Homme twisted melancholia
J'ai toujours eu du mal à comprendre ceux qui parviennent à pondre une critique de disque quelques heures, voir quelques jours après leur sortie. Un album, c'est comme un ragoût, un poulet arachide ou un chili. On prépare ça un jour et on déguste plus tard.
Normalement constitué, il faut passer plusieurs étapes avant d'être capable de donner un avis. La phase découverte. La phase "en boucle". La phase "on laisse reposer". La phase "on y regoûte après avoir un peu oublié" pour pleinement explorer les saveurs cachées sans le filtre occultant des deux premières étapes. Souvent, on se laisse alors emporter par un aspect totalement ignoré jusqu'alors.
Enfin, pour les grands disques.
C'est pourtant ce que je m'apprête à faire. Critiquer à chaud.
Parce que …like clockwork regorge de qualités si évidentes qu'on peut déjà, après quatre ou cinq jours d'écoute intensive (phase 2) avoir un avis assez net.
Rappeler que Josh Homme est un des types les plus passionnants de ce 21eme siècle tient de l'enfonçage de portes béantes. Se montrer absolument captivé par chacun de ses nouveaux projets est une évidence.
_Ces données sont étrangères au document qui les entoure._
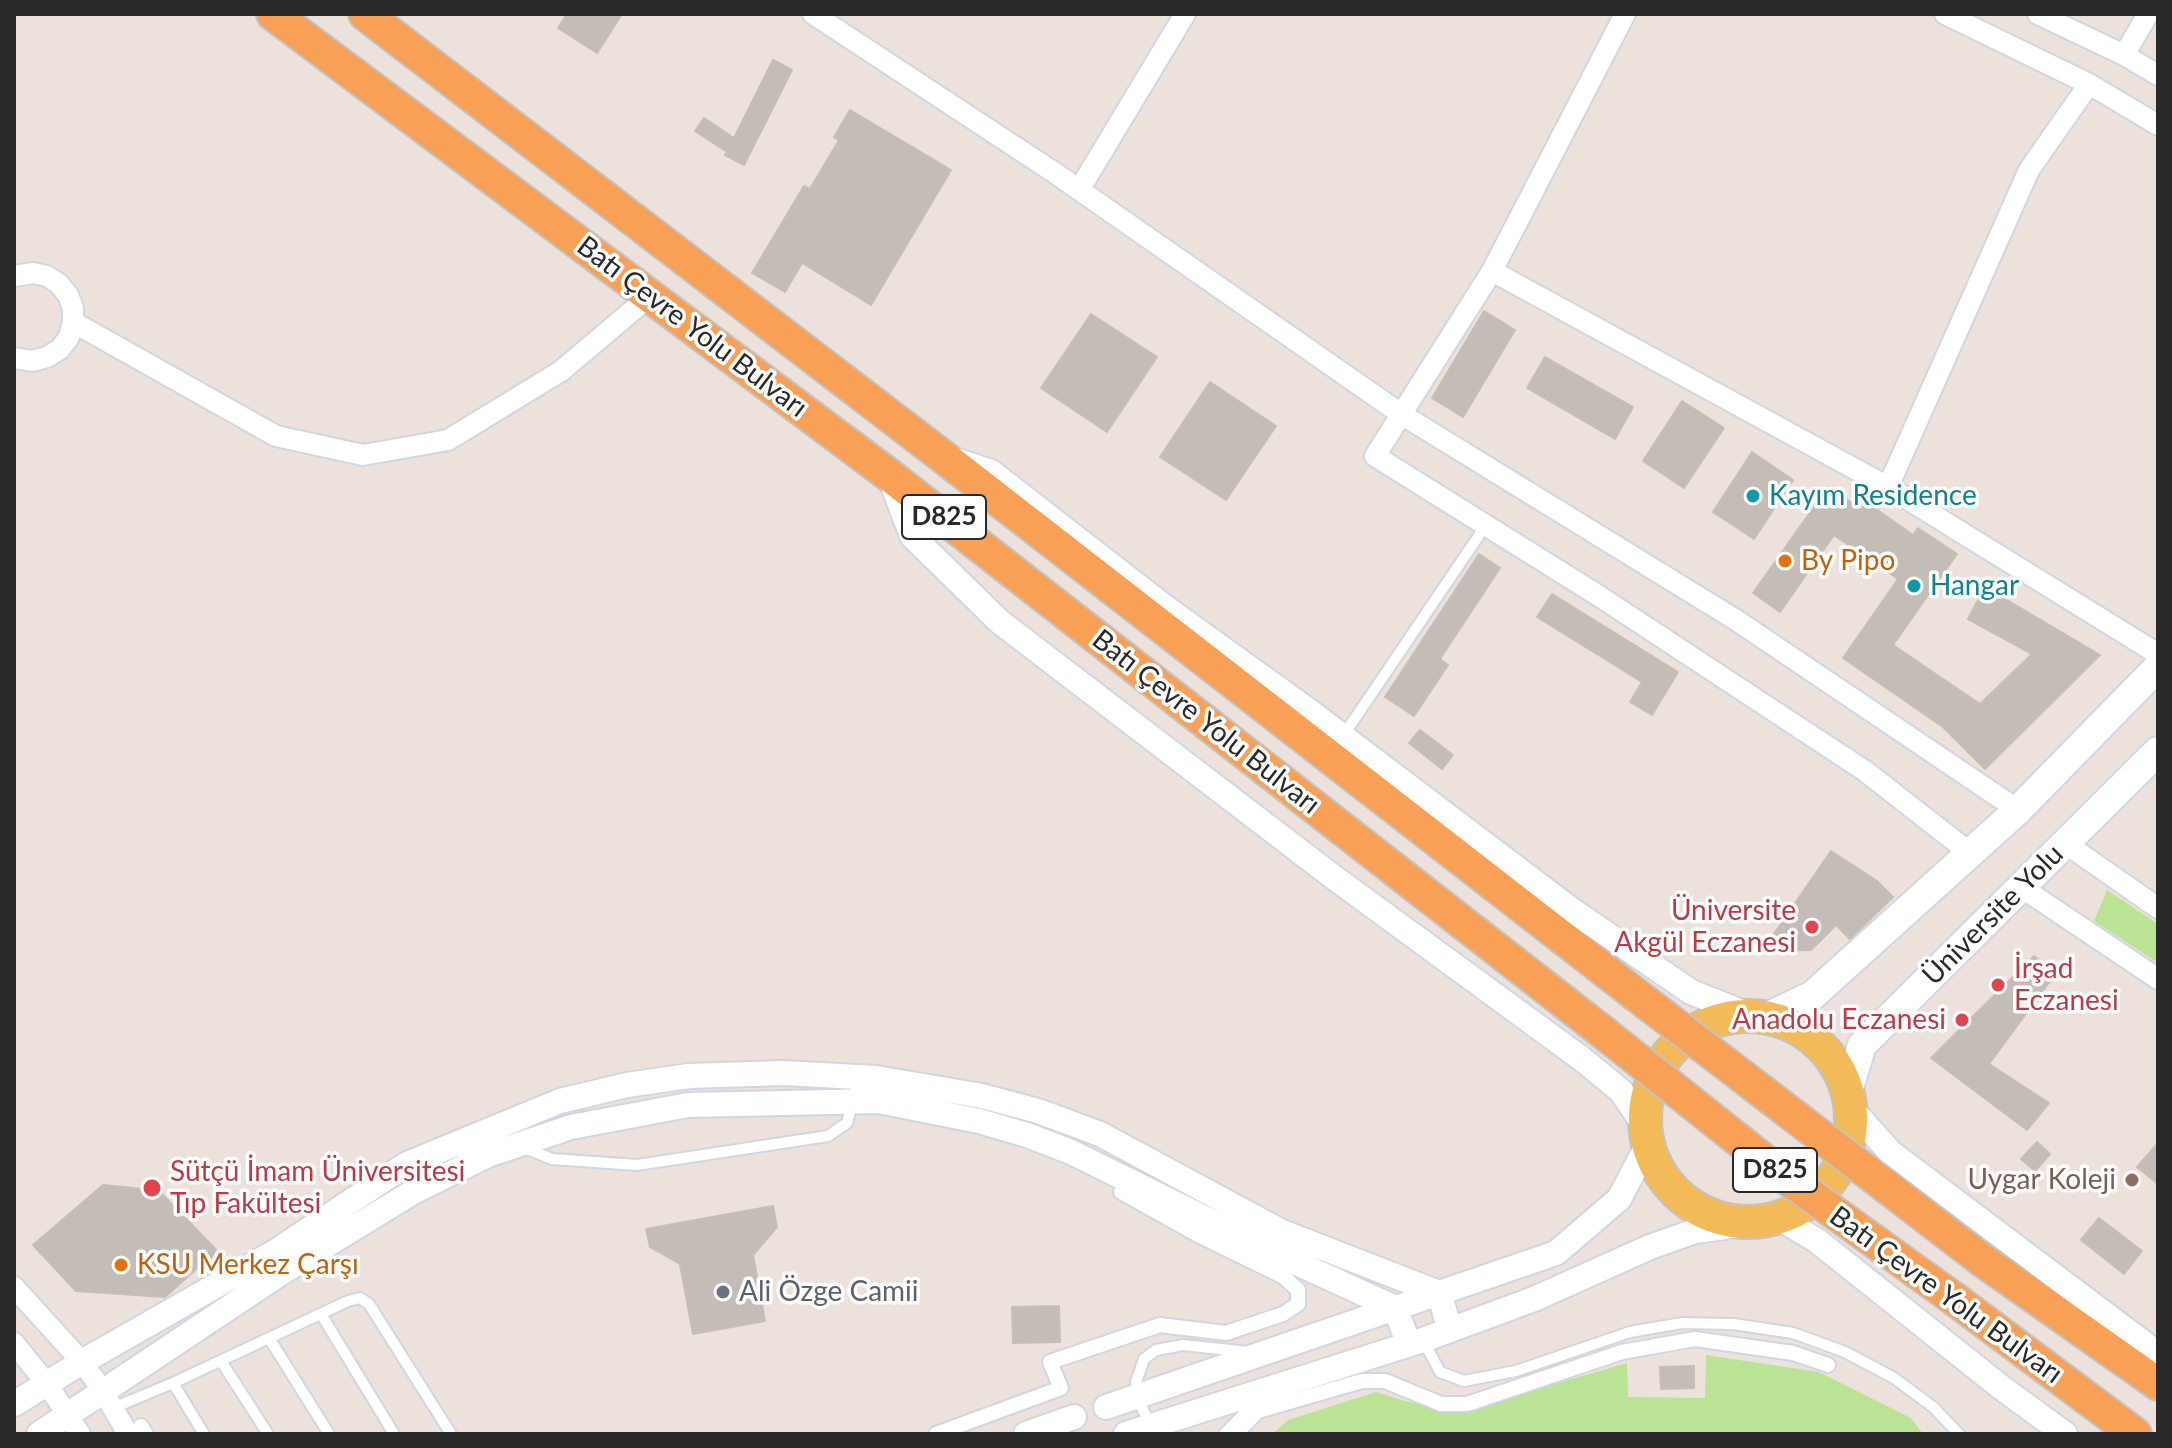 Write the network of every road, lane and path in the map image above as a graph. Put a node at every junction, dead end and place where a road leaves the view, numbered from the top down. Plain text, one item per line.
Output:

Quand on est, comme je le suis, désormais repoussé par tous les styles se prêtant aux impros longues et fastidieuses, épidermiquement ennuyé par les les groupes qui jouent sur des ambiances appuyées sur une répétitivité masquant mal un manque flagrant d'idée (la même remarque pouvant s'appliquer à de nombreux genres musicaux en vogue), l'amoureux transit que je suis d'artistes à idées, à compos concises racontant quelque chose en moins de dix minutes (et pourquoi pas pêchues) se trouve souvent seul, perdu, orphelin au coeur d'une production tendues par la volonté absolue de ne rien inventer.
L'aspect que je préfère chez QOTSA est cette espèce de mélancolie tordue qui émane de ses titres les plus calmes, ce qui fait que "Lullabies to paralyse" est mon album préféré du groupe.
Si ce nouvel album marque une nette différence avec ce dernier, le sentiment sus-décrit plane de manière diffuse sur presque l'ensemble des titres. Et ce qui, à mon goût, en fait immédiatement un moment fort de la carrière du groupe. Les fans des trois premiers albums en seront peut-être pour leur frais mais ce serait de toutes façons bien mal comprendre le bon Homme que de vouloir le cloisonner dans un moment particulier de sa carrière.
Bien sûr, on pourra trouver dans le disque, avec une oreille orientée, des relents de Kyuss, des desert sessions, des EODM ou de Them Crooked Vultures. Comme si un cerveau pouvait se compartimenter de manière parfaitement étanche, et Josh de choisir le disque dur adapté à chaque nouvelle compo. La bonne blague.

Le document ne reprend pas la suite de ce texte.